What the exercise asks:
The result should be a full, exact repeat of the entries, free of pictures.

Data records Block Start

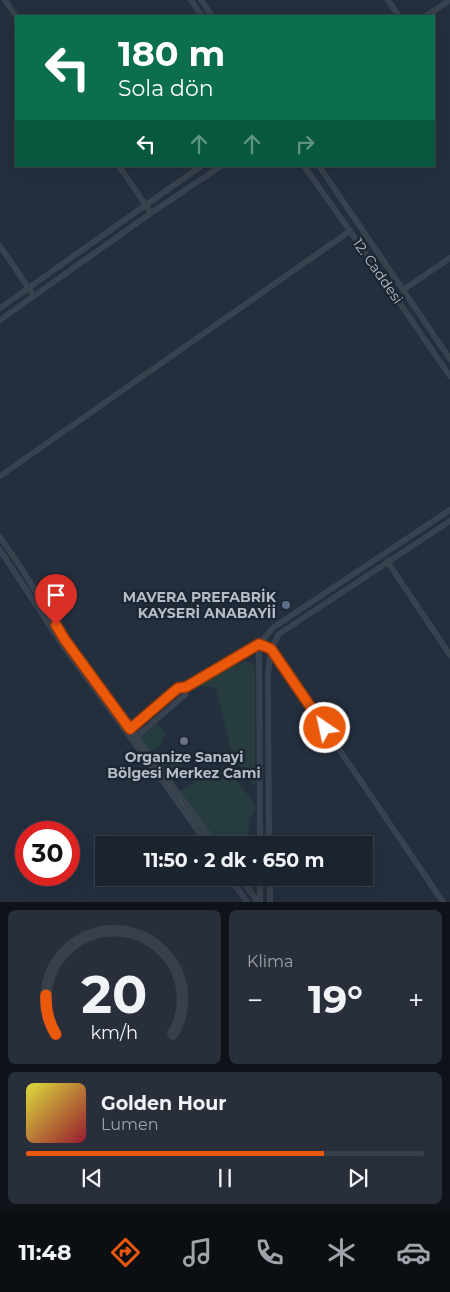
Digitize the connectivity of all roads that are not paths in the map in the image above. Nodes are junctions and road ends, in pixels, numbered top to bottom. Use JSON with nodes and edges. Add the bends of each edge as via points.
{"nodes":[{"id":1,"x":5,"y":0,"type":"edge"},
{"id":2,"x":191,"y":0,"type":"edge"},
{"id":3,"x":201,"y":0,"type":"edge"},
{"id":4,"x":388,"y":0,"type":"edge"},
{"id":5,"x":450,"y":0,"type":"edge"},
{"id":6,"x":15,"y":15,"type":"edge"},
{"id":7,"x":201,"y":15,"type":"edge"},
{"id":8,"x":211,"y":15,"type":"edge"},
{"id":9,"x":398,"y":15,"type":"edge"},
{"id":10,"x":428,"y":15,"type":"edge"},
{"id":11,"x":120,"y":167,"type":"edge"},
{"id":12,"x":200,"y":167,"type":"edge"},
{"id":13,"x":219,"y":167,"type":"edge"},
{"id":14,"x":305,"y":167,"type":"edge"},
{"id":15,"x":320,"y":167,"type":"edge"},
{"id":16,"x":146,"y":206,"type":"junction"},
{"id":17,"x":151,"y":213,"type":"junction"},
{"id":18,"x":350,"y":231,"type":"junction"},
{"id":19,"x":0,"y":246,"type":"edge"},
{"id":20,"x":450,"y":258,"type":"edge"},
{"id":21,"x":29,"y":288,"type":"junction"},
{"id":22,"x":402,"y":290,"type":"junction"},
{"id":23,"x":34,"y":296,"type":"junction"},
{"id":24,"x":0,"y":308,"type":"edge"},
{"id":25,"x":0,"y":320,"type":"edge"},
{"id":26,"x":450,"y":359,"type":"edge"},
{"id":27,"x":450,"y":376,"type":"edge"},
{"id":28,"x":0,"y":476,"type":"edge"},
{"id":29,"x":450,"y":510,"type":"edge"},
{"id":30,"x":450,"y":521,"type":"edge"},
{"id":31,"x":0,"y":537,"type":"edge"},
{"id":32,"x":0,"y":550,"type":"edge"},
{"id":33,"x":382,"y":555,"type":"junction"},
{"id":34,"x":388,"y":562,"type":"junction"},
{"id":35,"x":259,"y":644,"type":"junction"},
{"id":36,"x":271,"y":649,"type":"junction"},
{"id":37,"x":450,"y":655,"type":"edge"},
{"id":38,"x":186,"y":687,"type":"junction"},
{"id":39,"x":130,"y":729,"type":"junction"},
{"id":40,"x":136,"y":736,"type":"junction"},
{"id":41,"x":202,"y":836,"type":"edge"},
{"id":42,"x":209,"y":836,"type":"edge"},
{"id":43,"x":260,"y":836,"type":"edge"},
{"id":44,"x":269,"y":836,"type":"edge"},
{"id":45,"x":236,"y":886,"type":"edge"},
{"id":46,"x":246,"y":886,"type":"edge"},
{"id":47,"x":260,"y":886,"type":"edge"},
{"id":48,"x":270,"y":886,"type":"edge"},
{"id":49,"x":247,"y":902,"type":"edge"},
{"id":50,"x":259,"y":902,"type":"edge"},
{"id":51,"x":270,"y":902,"type":"edge"},
{"id":52,"x":443,"y":902,"type":"edge"}],
"edges":[{"from":1,"to":6,"type":"street"},
{"from":2,"to":7,"type":"street"},
{"from":3,"to":8,"type":"street"},
{"from":4,"to":9,"type":"street"},
{"from":5,"to":10,"type":"street"},
{"from":11,"to":16,"type":"street"},
{"from":12,"to":16,"type":"street"},
{"from":13,"to":17,"type":"street"},
{"from":14,"to":18,"type":"street","name":"12. Caddesi"},
{"from":15,"to":22,"type":"street","name":"12. Caddesi"},
{"from":16,"to":17,"type":"street"},
{"from":16,"to":21,"type":"street"},
{"from":17,"to":23,"type":"street"},
{"from":18,"to":27,"type":"street","name":"12. Caddesi"},
{"from":18,"to":28,"type":"street"},
{"from":19,"to":21,"type":"street"},
{"from":20,"to":22,"type":"street"},
{"from":21,"to":23,"type":"street"},
{"from":21,"to":24,"type":"street"},
{"from":22,"to":26,"type":"street","name":"12. Caddesi"},
{"from":23,"to":25,"type":"street"},
{"from":29,"to":33,"type":"street"},
{"from":30,"to":34,"type":"street"},
{"from":31,"to":39,"type":"street","via":[[65,640]]},
{"from":32,"to":41,"type":"street","via":[[61,644]]},
{"from":33,"to":34,"type":"street"},
{"from":33,"to":35,"type":"street","via":[[274,627]]},
{"from":34,"to":36,"type":"street","via":[[279,634]]},
{"from":34,"to":37,"type":"street"},
{"from":35,"to":36,"type":"street"},
{"from":35,"to":38,"type":"street"},
{"from":35,"to":43,"type":"street"},
{"from":36,"to":44,"type":"street","via":[[268,675]]},
{"from":36,"to":52,"type":"street"},
{"from":38,"to":39,"type":"street","via":[[178,688]]},
{"from":38,"to":40,"type":"street","via":[[185,696]]},
{"from":39,"to":40,"type":"street"},
{"from":40,"to":42,"type":"street"},
{"from":45,"to":49,"type":"street"},
{"from":46,"to":50,"type":"street"},
{"from":47,"to":50,"type":"street"},
{"from":48,"to":51,"type":"street"}]}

Data records Block End

Written solution:
Digitize the connectivity of all roads that are not paths in the map in the image above. Nodes are junctions and road ends, in pixels, numbered top to bottom. Use JSON with nodes and edges. Add the bends of each edge as via points.
{"nodes":[{"id":1,"x":5,"y":0,"type":"edge"},
{"id":2,"x":191,"y":0,"type":"edge"},
{"id":3,"x":201,"y":0,"type":"edge"},
{"id":4,"x":388,"y":0,"type":"edge"},
{"id":5,"x":450,"y":0,"type":"edge"},
{"id":6,"x":15,"y":15,"type":"edge"},
{"id":7,"x":201,"y":15,"type":"edge"},
{"id":8,"x":211,"y":15,"type":"edge"},
{"id":9,"x":398,"y":15,"type":"edge"},
{"id":10,"x":428,"y":15,"type":"edge"},
{"id":11,"x":120,"y":167,"type":"edge"},
{"id":12,"x":200,"y":167,"type":"edge"},
{"id":13,"x":219,"y":167,"type":"edge"},
{"id":14,"x":305,"y":167,"type":"edge"},
{"id":15,"x":320,"y":167,"type":"edge"},
{"id":16,"x":146,"y":206,"type":"junction"},
{"id":17,"x":151,"y":213,"type":"junction"},
{"id":18,"x":350,"y":231,"type":"junction"},
{"id":19,"x":0,"y":246,"type":"edge"},
{"id":20,"x":450,"y":258,"type":"edge"},
{"id":21,"x":29,"y":288,"type":"junction"},
{"id":22,"x":402,"y":290,"type":"junction"},
{"id":23,"x":34,"y":296,"type":"junction"},
{"id":24,"x":0,"y":308,"type":"edge"},
{"id":25,"x":0,"y":320,"type":"edge"},
{"id":26,"x":450,"y":359,"type":"edge"},
{"id":27,"x":450,"y":376,"type":"edge"},
{"id":28,"x":0,"y":476,"type":"edge"},
{"id":29,"x":450,"y":510,"type":"edge"},
{"id":30,"x":450,"y":521,"type":"edge"},
{"id":31,"x":0,"y":537,"type":"edge"},
{"id":32,"x":0,"y":550,"type":"edge"},
{"id":33,"x":382,"y":555,"type":"junction"},
{"id":34,"x":388,"y":562,"type":"junction"},
{"id":35,"x":259,"y":644,"type":"junction"},
{"id":36,"x":271,"y":649,"type":"junction"},
{"id":37,"x":450,"y":655,"type":"edge"},
{"id":38,"x":186,"y":687,"type":"junction"},
{"id":39,"x":130,"y":729,"type":"junction"},
{"id":40,"x":136,"y":736,"type":"junction"},
{"id":41,"x":202,"y":836,"type":"edge"},
{"id":42,"x":209,"y":836,"type":"edge"},
{"id":43,"x":260,"y":836,"type":"edge"},
{"id":44,"x":269,"y":836,"type":"edge"},
{"id":45,"x":236,"y":886,"type":"edge"},
{"id":46,"x":246,"y":886,"type":"edge"},
{"id":47,"x":260,"y":886,"type":"edge"},
{"id":48,"x":270,"y":886,"type":"edge"},
{"id":49,"x":247,"y":902,"type":"edge"},
{"id":50,"x":259,"y":902,"type":"edge"},
{"id":51,"x":270,"y":902,"type":"edge"},
{"id":52,"x":443,"y":902,"type":"edge"}],
"edges":[{"from":1,"to":6,"type":"street"},
{"from":2,"to":7,"type":"street"},
{"from":3,"to":8,"type":"street"},
{"from":4,"to":9,"type":"street"},
{"from":5,"to":10,"type":"street"},
{"from":11,"to":16,"type":"street"},
{"from":12,"to":16,"type":"street"},
{"from":13,"to":17,"type":"street"},
{"from":14,"to":18,"type":"street","name":"12. Caddesi"},
{"from":15,"to":22,"type":"street","name":"12. Caddesi"},
{"from":16,"to":17,"type":"street"},
{"from":16,"to":21,"type":"street"},
{"from":17,"to":23,"type":"street"},
{"from":18,"to":27,"type":"street","name":"12. Caddesi"},
{"from":18,"to":28,"type":"street"},
{"from":19,"to":21,"type":"street"},
{"from":20,"to":22,"type":"street"},
{"from":21,"to":23,"type":"street"},
{"from":21,"to":24,"type":"street"},
{"from":22,"to":26,"type":"street","name":"12. Caddesi"},
{"from":23,"to":25,"type":"street"},
{"from":29,"to":33,"type":"street"},
{"from":30,"to":34,"type":"street"},
{"from":31,"to":39,"type":"street","via":[[65,640]]},
{"from":32,"to":41,"type":"street","via":[[61,644]]},
{"from":33,"to":34,"type":"street"},
{"from":33,"to":35,"type":"street","via":[[274,627]]},
{"from":34,"to":36,"type":"street","via":[[279,634]]},
{"from":34,"to":37,"type":"street"},
{"from":35,"to":36,"type":"street"},
{"from":35,"to":38,"type":"street"},
{"from":35,"to":43,"type":"street"},
{"from":36,"to":44,"type":"street","via":[[268,675]]},
{"from":36,"to":52,"type":"street"},
{"from":38,"to":39,"type":"street","via":[[178,688]]},
{"from":38,"to":40,"type":"street","via":[[185,696]]},
{"from":39,"to":40,"type":"street"},
{"from":40,"to":42,"type":"street"},
{"from":45,"to":49,"type":"street"},
{"from":46,"to":50,"type":"street"},
{"from":47,"to":50,"type":"street"},
{"from":48,"to":51,"type":"street"}]}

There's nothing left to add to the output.